— AVAILABLE RECORDS —
.....

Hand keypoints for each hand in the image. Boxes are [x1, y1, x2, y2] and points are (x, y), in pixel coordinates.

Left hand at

.....

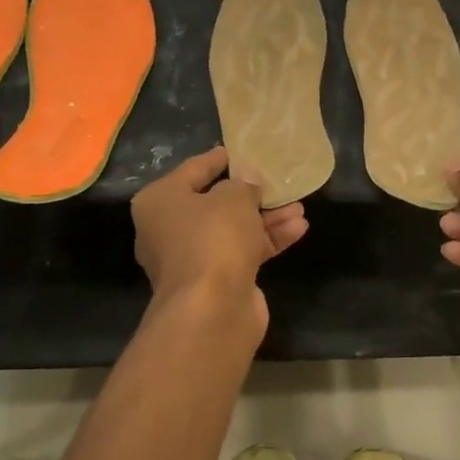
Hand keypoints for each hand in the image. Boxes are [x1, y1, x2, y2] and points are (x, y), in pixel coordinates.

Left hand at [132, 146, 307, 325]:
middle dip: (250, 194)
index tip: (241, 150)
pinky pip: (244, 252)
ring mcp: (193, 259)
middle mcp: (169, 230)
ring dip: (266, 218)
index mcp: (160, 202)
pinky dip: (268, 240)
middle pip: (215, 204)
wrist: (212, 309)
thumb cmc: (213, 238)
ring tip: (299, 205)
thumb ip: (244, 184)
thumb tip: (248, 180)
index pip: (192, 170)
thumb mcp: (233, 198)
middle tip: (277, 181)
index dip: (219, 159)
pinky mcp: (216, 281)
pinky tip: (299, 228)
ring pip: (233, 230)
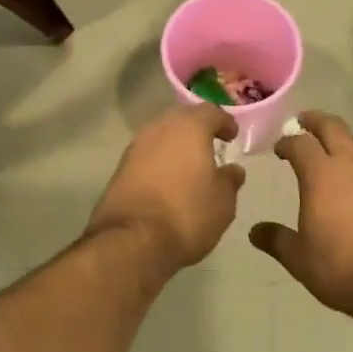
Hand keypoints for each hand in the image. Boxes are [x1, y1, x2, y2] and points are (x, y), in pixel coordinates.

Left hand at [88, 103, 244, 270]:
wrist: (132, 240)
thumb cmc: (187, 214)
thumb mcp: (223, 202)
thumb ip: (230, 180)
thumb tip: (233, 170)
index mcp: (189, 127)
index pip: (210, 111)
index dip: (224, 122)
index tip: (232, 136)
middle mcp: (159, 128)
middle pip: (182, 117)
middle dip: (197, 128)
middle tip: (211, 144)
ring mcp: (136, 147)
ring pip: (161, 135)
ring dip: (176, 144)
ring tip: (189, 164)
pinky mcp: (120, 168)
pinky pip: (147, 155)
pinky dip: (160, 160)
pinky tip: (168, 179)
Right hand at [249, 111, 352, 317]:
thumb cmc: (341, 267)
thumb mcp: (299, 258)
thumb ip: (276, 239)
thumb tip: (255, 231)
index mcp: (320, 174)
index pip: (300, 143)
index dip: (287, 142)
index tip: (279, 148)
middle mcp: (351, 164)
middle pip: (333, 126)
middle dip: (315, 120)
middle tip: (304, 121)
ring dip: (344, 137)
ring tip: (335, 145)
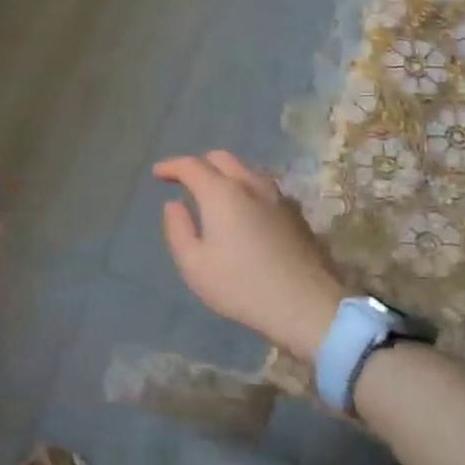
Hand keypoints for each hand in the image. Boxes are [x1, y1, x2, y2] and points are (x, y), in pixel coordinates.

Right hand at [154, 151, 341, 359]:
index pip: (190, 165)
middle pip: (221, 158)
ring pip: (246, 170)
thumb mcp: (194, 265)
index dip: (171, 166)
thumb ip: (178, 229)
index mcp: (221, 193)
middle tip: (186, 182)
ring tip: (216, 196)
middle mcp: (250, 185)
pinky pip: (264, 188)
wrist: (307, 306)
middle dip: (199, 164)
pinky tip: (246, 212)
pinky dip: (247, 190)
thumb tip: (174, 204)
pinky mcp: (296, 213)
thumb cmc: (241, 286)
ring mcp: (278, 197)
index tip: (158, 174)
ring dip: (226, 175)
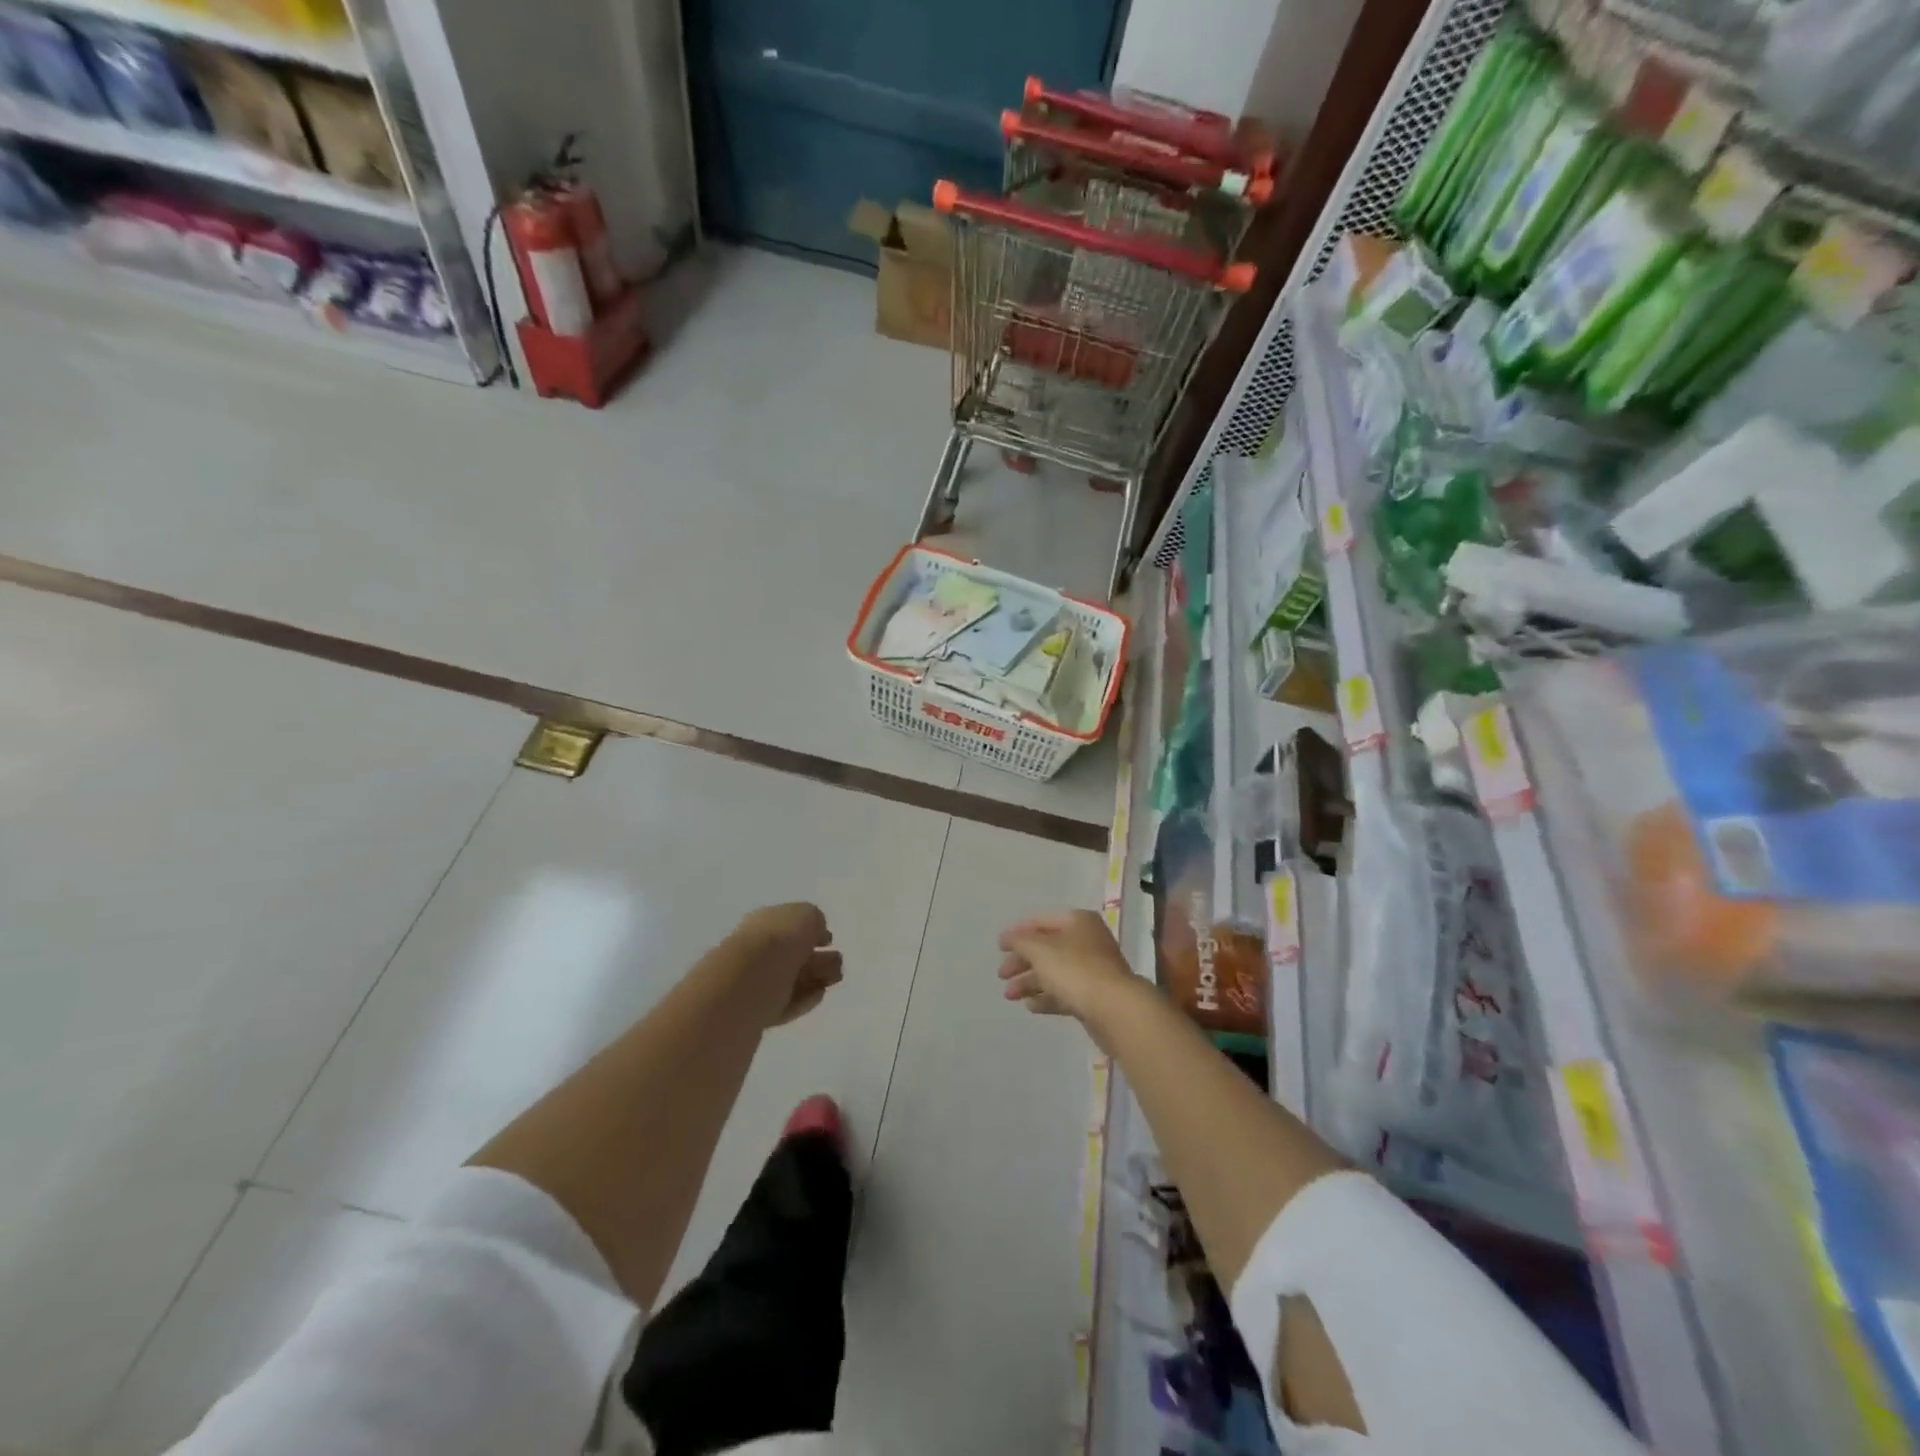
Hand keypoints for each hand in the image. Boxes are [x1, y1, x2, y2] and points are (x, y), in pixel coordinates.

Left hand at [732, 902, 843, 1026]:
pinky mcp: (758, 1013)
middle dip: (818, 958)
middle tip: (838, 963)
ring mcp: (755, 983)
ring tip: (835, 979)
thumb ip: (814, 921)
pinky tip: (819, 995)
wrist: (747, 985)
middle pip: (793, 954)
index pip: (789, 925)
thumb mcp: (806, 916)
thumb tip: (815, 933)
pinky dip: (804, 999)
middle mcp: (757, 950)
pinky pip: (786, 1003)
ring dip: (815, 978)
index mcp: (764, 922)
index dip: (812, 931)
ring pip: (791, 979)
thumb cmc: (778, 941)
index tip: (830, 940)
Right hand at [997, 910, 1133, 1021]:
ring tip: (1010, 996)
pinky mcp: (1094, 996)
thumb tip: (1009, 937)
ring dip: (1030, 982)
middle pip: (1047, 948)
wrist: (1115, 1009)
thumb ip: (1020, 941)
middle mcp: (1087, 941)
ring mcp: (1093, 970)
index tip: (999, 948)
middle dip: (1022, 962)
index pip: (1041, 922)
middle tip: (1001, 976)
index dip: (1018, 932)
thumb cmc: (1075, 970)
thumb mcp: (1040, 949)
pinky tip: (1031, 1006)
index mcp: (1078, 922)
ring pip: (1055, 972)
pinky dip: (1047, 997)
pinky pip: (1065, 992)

.....

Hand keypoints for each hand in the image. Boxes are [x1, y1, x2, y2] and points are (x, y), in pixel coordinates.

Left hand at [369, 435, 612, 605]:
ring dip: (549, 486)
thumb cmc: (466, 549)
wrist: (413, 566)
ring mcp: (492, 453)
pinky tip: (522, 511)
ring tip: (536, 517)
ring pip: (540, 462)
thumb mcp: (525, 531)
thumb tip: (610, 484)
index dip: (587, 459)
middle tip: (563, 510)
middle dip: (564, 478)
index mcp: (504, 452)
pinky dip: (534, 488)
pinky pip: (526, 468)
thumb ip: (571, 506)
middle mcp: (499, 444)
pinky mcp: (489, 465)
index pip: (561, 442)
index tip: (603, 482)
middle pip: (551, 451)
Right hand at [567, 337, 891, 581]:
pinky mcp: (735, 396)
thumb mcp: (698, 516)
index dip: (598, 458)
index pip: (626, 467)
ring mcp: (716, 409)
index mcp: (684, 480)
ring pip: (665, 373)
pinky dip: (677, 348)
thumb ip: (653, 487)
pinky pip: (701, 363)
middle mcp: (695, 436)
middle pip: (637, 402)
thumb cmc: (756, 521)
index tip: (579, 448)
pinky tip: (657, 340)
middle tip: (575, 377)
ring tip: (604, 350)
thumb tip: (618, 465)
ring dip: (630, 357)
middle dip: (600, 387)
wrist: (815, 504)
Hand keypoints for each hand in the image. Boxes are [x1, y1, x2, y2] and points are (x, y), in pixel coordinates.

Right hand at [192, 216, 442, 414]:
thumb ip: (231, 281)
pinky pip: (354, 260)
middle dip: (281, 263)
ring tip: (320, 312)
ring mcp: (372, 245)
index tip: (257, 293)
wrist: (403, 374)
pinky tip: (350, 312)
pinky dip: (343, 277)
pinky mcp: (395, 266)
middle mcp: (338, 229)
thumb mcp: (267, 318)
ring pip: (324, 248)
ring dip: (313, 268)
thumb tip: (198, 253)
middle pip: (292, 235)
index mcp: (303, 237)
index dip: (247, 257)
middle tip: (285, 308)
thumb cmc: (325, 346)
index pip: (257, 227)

.....

— YOUR ASSIGNMENT —
Precisely the lines between those holding "thumb tip: (618, 465)" and "middle mcp: (338, 229)", inclusive, are to be reproduced from the listing above, with nothing added.

— SOLVED EXERCISE —
thumb tip: (618, 465)
ring dip: (630, 357)
middle dip: (600, 387)
wrist: (815, 504)
Hand keypoints for each hand in the image. Boxes are [x1, y1, x2, y2] and points are (x, y), in pixel coordinates.

Right hand at [192, 216, 442, 414]:
thumb ip: (231, 281)
pinky pip: (354, 260)
middle dip: (281, 263)
ring tip: (320, 312)
ring mcp: (372, 245)
index tip: (257, 293)
wrist: (403, 374)
pinky tip: (350, 312)
pinky dip: (343, 277)
pinky mcp: (395, 266)
middle mcp: (338, 229)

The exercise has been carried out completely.